→ **Exercise brief**
Without changing anything, set down every line shown below.

[Collected data entries]
_ _ _ _ _
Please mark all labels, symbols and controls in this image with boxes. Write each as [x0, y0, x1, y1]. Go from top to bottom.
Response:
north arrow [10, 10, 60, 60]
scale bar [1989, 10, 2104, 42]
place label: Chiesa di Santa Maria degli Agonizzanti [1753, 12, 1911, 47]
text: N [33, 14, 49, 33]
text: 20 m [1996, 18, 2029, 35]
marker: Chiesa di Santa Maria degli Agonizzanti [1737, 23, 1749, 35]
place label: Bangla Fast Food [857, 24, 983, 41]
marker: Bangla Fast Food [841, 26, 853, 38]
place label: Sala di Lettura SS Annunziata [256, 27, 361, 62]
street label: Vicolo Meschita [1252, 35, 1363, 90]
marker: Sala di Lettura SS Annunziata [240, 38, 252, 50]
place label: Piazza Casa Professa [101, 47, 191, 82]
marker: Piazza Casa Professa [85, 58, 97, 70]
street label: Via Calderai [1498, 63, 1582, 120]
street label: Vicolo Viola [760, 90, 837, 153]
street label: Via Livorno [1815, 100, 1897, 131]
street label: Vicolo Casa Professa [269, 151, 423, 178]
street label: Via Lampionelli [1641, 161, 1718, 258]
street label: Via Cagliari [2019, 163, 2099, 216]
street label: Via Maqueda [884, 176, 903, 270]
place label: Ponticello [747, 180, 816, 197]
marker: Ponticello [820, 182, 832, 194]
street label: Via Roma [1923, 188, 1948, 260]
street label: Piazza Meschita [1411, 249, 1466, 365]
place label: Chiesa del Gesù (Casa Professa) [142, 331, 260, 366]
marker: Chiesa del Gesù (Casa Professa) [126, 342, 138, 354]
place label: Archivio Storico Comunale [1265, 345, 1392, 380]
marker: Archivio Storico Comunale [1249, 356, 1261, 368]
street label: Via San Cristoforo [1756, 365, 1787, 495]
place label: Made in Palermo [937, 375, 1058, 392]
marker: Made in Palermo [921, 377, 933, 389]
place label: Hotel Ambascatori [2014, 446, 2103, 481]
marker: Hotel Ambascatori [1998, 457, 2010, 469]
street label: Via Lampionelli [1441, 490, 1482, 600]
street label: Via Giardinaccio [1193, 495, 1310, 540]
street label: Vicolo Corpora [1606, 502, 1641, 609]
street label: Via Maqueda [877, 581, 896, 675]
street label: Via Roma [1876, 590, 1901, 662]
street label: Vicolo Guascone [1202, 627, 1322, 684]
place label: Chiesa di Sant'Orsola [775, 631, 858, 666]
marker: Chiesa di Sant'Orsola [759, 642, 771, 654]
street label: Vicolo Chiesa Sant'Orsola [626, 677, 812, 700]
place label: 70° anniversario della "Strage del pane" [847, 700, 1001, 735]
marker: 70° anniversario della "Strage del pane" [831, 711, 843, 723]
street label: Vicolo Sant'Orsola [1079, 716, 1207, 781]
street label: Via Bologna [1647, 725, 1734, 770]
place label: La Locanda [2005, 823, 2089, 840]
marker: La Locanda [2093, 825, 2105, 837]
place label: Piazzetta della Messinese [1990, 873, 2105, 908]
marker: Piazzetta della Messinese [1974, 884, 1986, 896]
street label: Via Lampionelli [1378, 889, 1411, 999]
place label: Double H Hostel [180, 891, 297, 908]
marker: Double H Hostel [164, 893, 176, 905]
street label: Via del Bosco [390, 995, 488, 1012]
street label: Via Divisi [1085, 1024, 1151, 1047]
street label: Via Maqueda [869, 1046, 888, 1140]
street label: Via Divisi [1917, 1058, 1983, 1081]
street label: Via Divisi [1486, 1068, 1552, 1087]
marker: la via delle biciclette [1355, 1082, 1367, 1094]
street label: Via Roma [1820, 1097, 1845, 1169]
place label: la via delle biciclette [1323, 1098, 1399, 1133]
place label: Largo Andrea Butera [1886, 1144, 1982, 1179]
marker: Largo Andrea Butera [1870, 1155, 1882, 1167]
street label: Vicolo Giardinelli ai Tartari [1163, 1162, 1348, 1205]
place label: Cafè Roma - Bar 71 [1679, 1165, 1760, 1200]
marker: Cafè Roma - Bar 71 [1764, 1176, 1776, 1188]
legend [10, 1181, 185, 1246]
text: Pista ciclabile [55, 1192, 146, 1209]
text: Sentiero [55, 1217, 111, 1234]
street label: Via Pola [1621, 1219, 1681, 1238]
_ _ _ _ _
→ **Response**
Please mark all labels, symbols and controls in this image with boxes. Write each as [x0, y0, x1, y1]. Go from top to bottom.
Response:
north arrow [10, 10, 60, 60]
scale bar [1989, 10, 2104, 42]
place label: Chiesa di Santa Maria degli Agonizzanti [1753, 12, 1911, 47]
text: N [33, 14, 49, 33]
text: 20 m [1996, 18, 2029, 35]
marker: Chiesa di Santa Maria degli Agonizzanti [1737, 23, 1749, 35]
place label: Bangla Fast Food [857, 24, 983, 41]
marker: Bangla Fast Food [841, 26, 853, 38]
place label: Sala di Lettura SS Annunziata [256, 27, 361, 62]
street label: Vicolo Meschita [1252, 35, 1363, 90]
marker: Sala di Lettura SS Annunziata [240, 38, 252, 50]
place label: Piazza Casa Professa [101, 47, 191, 82]
marker: Piazza Casa Professa [85, 58, 97, 70]
street label: Via Calderai [1498, 63, 1582, 120]
street label: Vicolo Viola [760, 90, 837, 153]
street label: Via Livorno [1815, 100, 1897, 131]
street label: Vicolo Casa Professa [269, 151, 423, 178]
street label: Via Lampionelli [1641, 161, 1718, 258]
street label: Via Cagliari [2019, 163, 2099, 216]
street label: Via Maqueda [884, 176, 903, 270]
place label: Ponticello [747, 180, 816, 197]
marker: Ponticello [820, 182, 832, 194]
street label: Via Roma [1923, 188, 1948, 260]
street label: Piazza Meschita [1411, 249, 1466, 365]
place label: Chiesa del Gesù (Casa Professa) [142, 331, 260, 366]
marker: Chiesa del Gesù (Casa Professa) [126, 342, 138, 354]
place label: Archivio Storico Comunale [1265, 345, 1392, 380]
marker: Archivio Storico Comunale [1249, 356, 1261, 368]
street label: Via San Cristoforo [1756, 365, 1787, 495]
place label: Made in Palermo [937, 375, 1058, 392]
marker: Made in Palermo [921, 377, 933, 389]
place label: Hotel Ambascatori [2014, 446, 2103, 481]
marker: Hotel Ambascatori [1998, 457, 2010, 469]
street label: Via Lampionelli [1441, 490, 1482, 600]
street label: Via Giardinaccio [1193, 495, 1310, 540]
street label: Vicolo Corpora [1606, 502, 1641, 609]
street label: Via Maqueda [877, 581, 896, 675]
street label: Via Roma [1876, 590, 1901, 662]
street label: Vicolo Guascone [1202, 627, 1322, 684]
place label: Chiesa di Sant'Orsola [775, 631, 858, 666]
marker: Chiesa di Sant'Orsola [759, 642, 771, 654]
street label: Vicolo Chiesa Sant'Orsola [626, 677, 812, 700]
place label: 70° anniversario della "Strage del pane" [847, 700, 1001, 735]
marker: 70° anniversario della "Strage del pane" [831, 711, 843, 723]
street label: Vicolo Sant'Orsola [1079, 716, 1207, 781]
street label: Via Bologna [1647, 725, 1734, 770]
place label: La Locanda [2005, 823, 2089, 840]
marker: La Locanda [2093, 825, 2105, 837]
place label: Piazzetta della Messinese [1990, 873, 2105, 908]
marker: Piazzetta della Messinese [1974, 884, 1986, 896]
street label: Via Lampionelli [1378, 889, 1411, 999]
place label: Double H Hostel [180, 891, 297, 908]
marker: Double H Hostel [164, 893, 176, 905]
street label: Via del Bosco [390, 995, 488, 1012]
street label: Via Divisi [1085, 1024, 1151, 1047]
street label: Via Maqueda [869, 1046, 888, 1140]
street label: Via Divisi [1917, 1058, 1983, 1081]
street label: Via Divisi [1486, 1068, 1552, 1087]
marker: la via delle biciclette [1355, 1082, 1367, 1094]
street label: Via Roma [1820, 1097, 1845, 1169]
place label: la via delle biciclette [1323, 1098, 1399, 1133]
place label: Largo Andrea Butera [1886, 1144, 1982, 1179]
marker: Largo Andrea Butera [1870, 1155, 1882, 1167]
street label: Vicolo Giardinelli ai Tartari [1163, 1162, 1348, 1205]
place label: Cafè Roma - Bar 71 [1679, 1165, 1760, 1200]
marker: Cafè Roma - Bar 71 [1764, 1176, 1776, 1188]
legend [10, 1181, 185, 1246]
text: Pista ciclabile [55, 1192, 146, 1209]
text: Sentiero [55, 1217, 111, 1234]
street label: Via Pola [1621, 1219, 1681, 1238]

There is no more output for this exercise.